When D.C. Mayor Vincent Gray's aides count votes ahead of D.C. Council debates about major city contracts, they can skip one office. At-large Councilman David Grosso isn't going to vote for or against any contract. He'll vote only "present."
"I don't think the council should be in the business of approving contracts," Grosso said. "We have our bite at the apple when we do oversight and the budget process."
Grosso, who joined the council in January, voted "present" on a $542 million contract last week, and will cast the same vote Tuesday when lawmakers take up additional contracts worth $26 million.
"I'm not saying that the contract and procurement office is doing a great job. In fact, they're not," said Grosso. "But I don't have the expertise, staff or knowledge to be able to weigh in on these big decisions in a way that I feel comfortable enough to do it."
He added: "You should always question, in my mind, the motivation of anybody to do anything up here."
Grosso's penchant for "present" hasn't yet torpedoed a contract, but other lawmakers privately fear that his stand could someday leave D.C. without a deal in place if there's a close vote.
Council Chairman Phil Mendelson, who has resisted efforts to strip lawmakers of their power to consider contracts, said members of the council have an obligation to vote on matters before them.
"Members are elected to vote, even if it's on a matter that a person feels we shouldn't vote on," Mendelson said. "As long as we have that responsibility, the responsibility requires that we vote yes or no."
But Grosso is not alone in his worries about the council's role in the contracting process.
Ward 2 Councilman Jack Evans has pressed to strip lawmakers of their authority to take up contracts, a proposal that has gone nowhere.
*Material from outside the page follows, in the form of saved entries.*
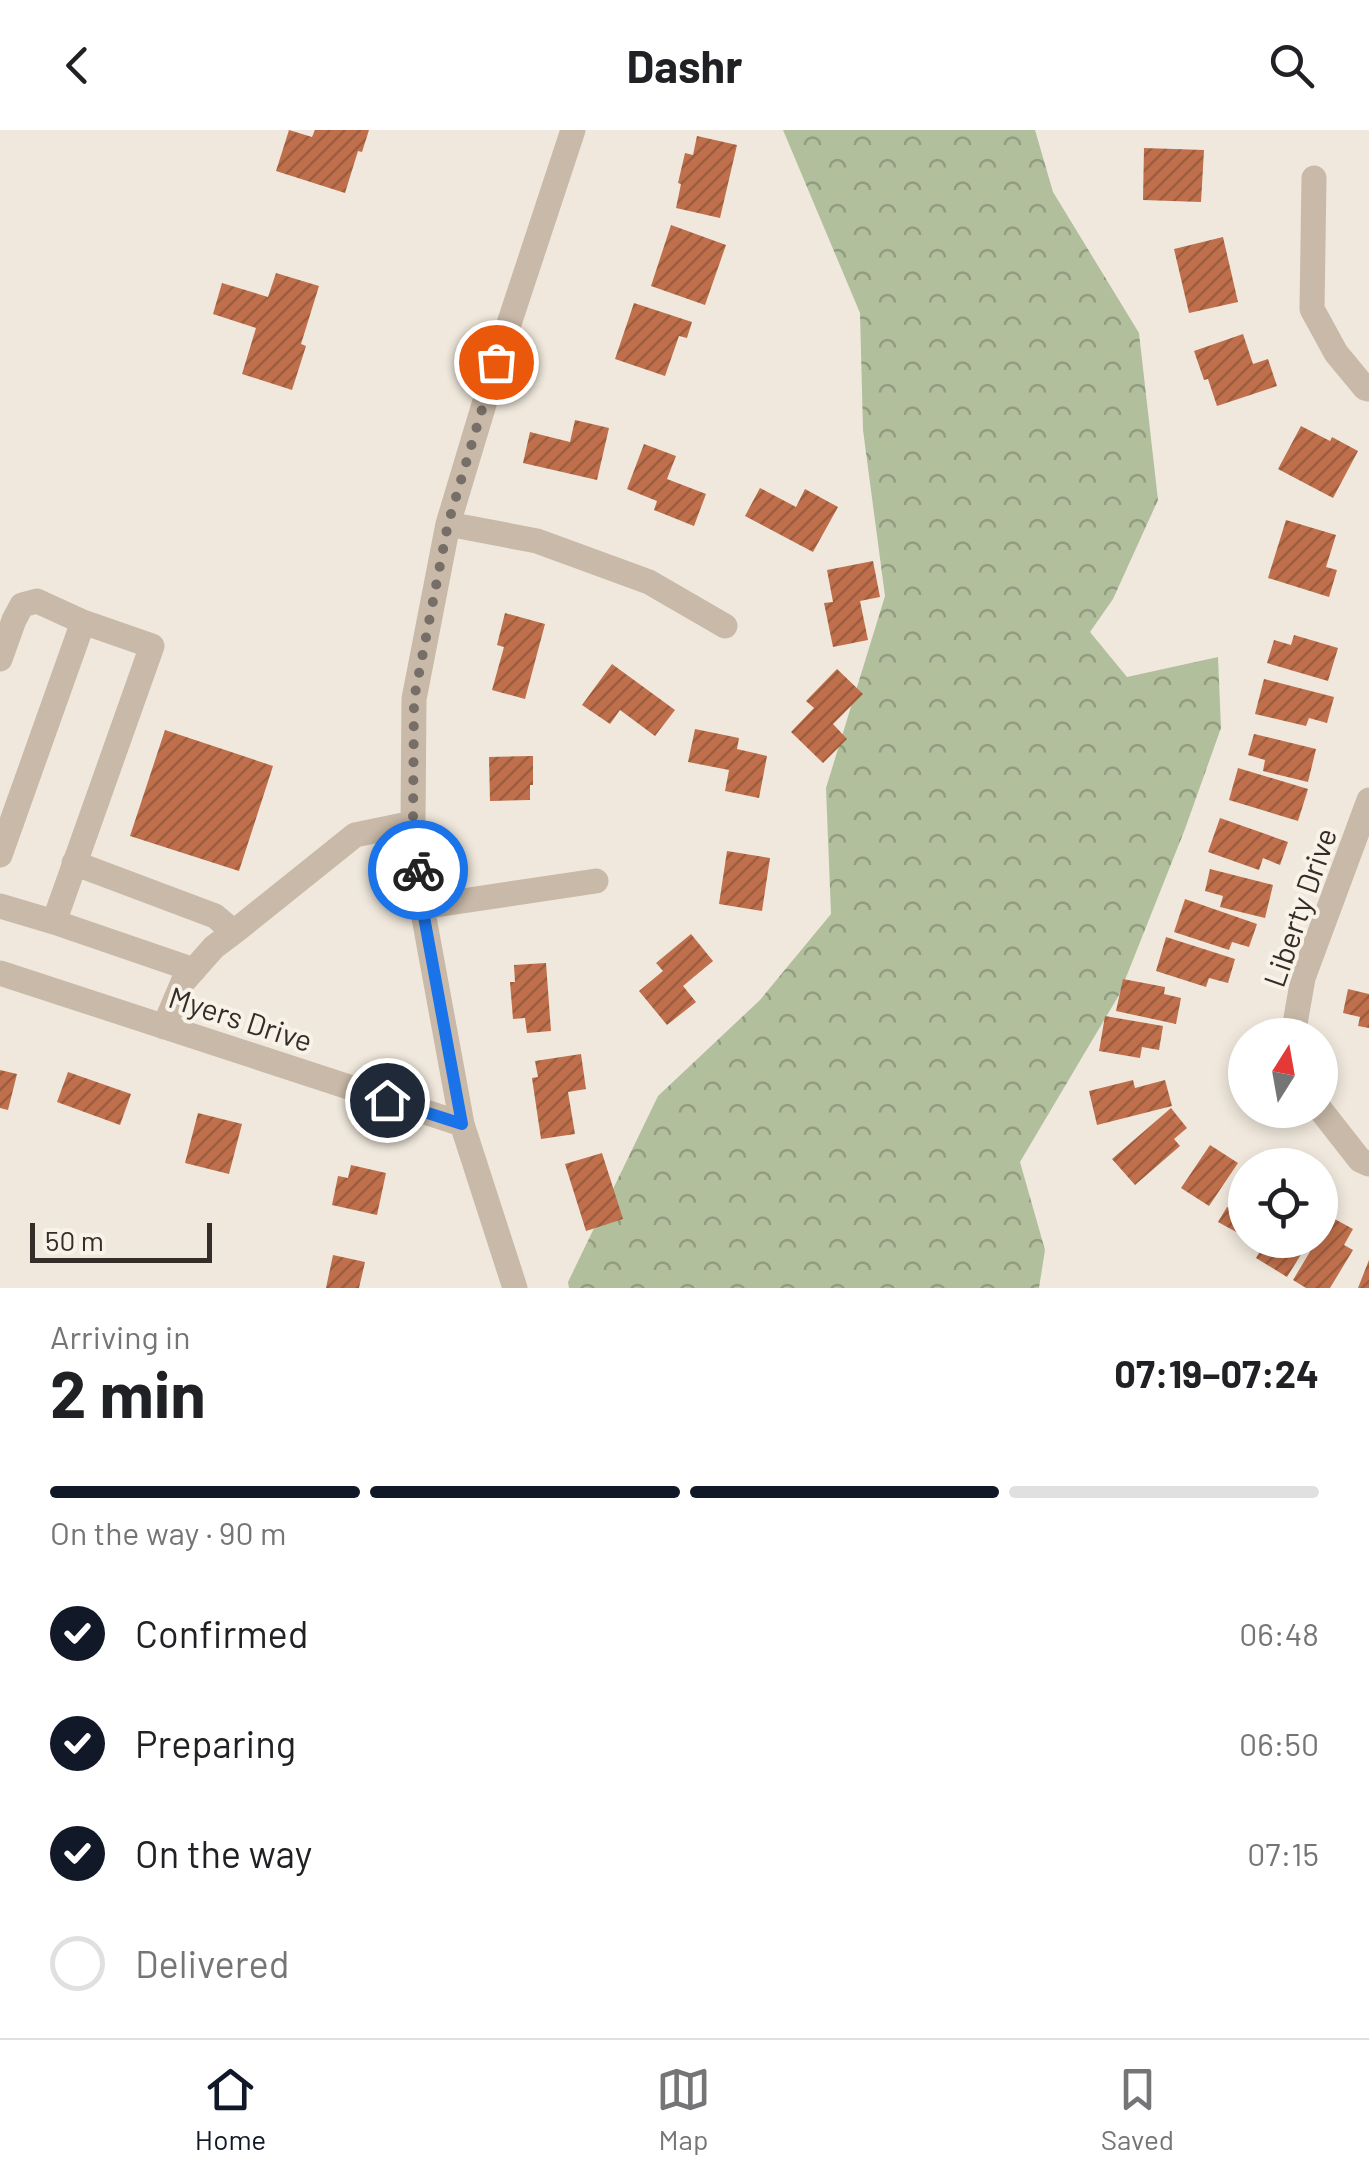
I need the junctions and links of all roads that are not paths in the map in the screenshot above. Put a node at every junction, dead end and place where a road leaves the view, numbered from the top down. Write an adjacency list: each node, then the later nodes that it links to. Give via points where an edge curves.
1 (573, 130): 4 (street)
2 (1314, 178): 3 (street, via 1312,309 1336,354)
3 (1369, 389)
4 (448, 524): 6 (street, via 537,540 648,582); 9 (street, via 414,699)
5 (83, 622): 7 (street, via 37,601 22,605); 10 (street); 11 (street, via 152,646)
6 (725, 626)
7 (0, 659)
8 (1367, 816): 19 (street, Liberty Drive, via 1303,978)
9 (413, 823): 14 (street); 16 (street, via 355,835)
10 (0, 854)
11 (74, 863): 15 (street); 16 (street, via 215,916)
12 (596, 881): 14 (street)
13 (0, 906): 15 (street)
14 (422, 906): 21 (street)
15 (54, 922): 17 (street)
16 (234, 932): 17 (street)
17 (194, 970): 20 (street)
18 (0, 973): 20 (street, Myers Drive)
19 (1296, 1018)
20 (164, 1027): 21 (street, Myers Drive)
21 (462, 1124): 24 (street)
22 (1335, 1128): 23 (street)
23 (1369, 1164)
24 (514, 1288)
"If people are truly concerned about a pay-to-play atmosphere, rather that limiting contributions to campaigns, get rid of the source of the problem, which is contracts," Evans said last year.
Mendelson counters, though, that the review process fosters government transparency and allows lawmakers to resolve problems before the District commits millions of dollars.
"The citizens are in a better position when the discussion and answers to questions about contracts are identified before contracts go into place," Mendelson said. "You don't get that if the council doesn't have contract approval."
For his part, Grosso said his "present" protest would continue.
"It's pretty unlikely that I would change my position on this at this point," he said. "I just can't picture a time when I'm going to feel comfortable enough."